PROVIDED RECORDS
== Segment start ==

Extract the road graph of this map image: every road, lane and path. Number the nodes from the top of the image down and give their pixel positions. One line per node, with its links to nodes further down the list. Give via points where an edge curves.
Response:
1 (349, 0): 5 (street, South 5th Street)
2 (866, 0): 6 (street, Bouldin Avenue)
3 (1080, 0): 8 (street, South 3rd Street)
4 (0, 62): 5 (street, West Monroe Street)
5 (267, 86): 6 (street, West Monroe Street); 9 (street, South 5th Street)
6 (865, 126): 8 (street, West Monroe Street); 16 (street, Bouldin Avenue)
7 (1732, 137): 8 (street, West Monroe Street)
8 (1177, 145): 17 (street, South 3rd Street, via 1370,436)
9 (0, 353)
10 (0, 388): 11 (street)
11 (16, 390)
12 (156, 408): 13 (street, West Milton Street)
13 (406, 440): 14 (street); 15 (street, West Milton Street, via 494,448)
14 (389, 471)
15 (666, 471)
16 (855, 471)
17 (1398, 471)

== Segment end ==

WHAT YOU WILL DO
Return the whole listing exactly as it reads.

TASK ANSWER
Extract the road graph of this map image: every road, lane and path. Number the nodes from the top of the image down and give their pixel positions. One line per node, with its links to nodes further down the list. Give via points where an edge curves.
Response:
1 (349, 0): 5 (street, South 5th Street)
2 (866, 0): 6 (street, Bouldin Avenue)
3 (1080, 0): 8 (street, South 3rd Street)
4 (0, 62): 5 (street, West Monroe Street)
5 (267, 86): 6 (street, West Monroe Street); 9 (street, South 5th Street)
6 (865, 126): 8 (street, West Monroe Street); 16 (street, Bouldin Avenue)
7 (1732, 137): 8 (street, West Monroe Street)
8 (1177, 145): 17 (street, South 3rd Street, via 1370,436)
9 (0, 353)
10 (0, 388): 11 (street)
11 (16, 390)
12 (156, 408): 13 (street, West Milton Street)
13 (406, 440): 14 (street); 15 (street, West Milton Street, via 494,448)
14 (389, 471)
15 (666, 471)
16 (855, 471)
17 (1398, 471)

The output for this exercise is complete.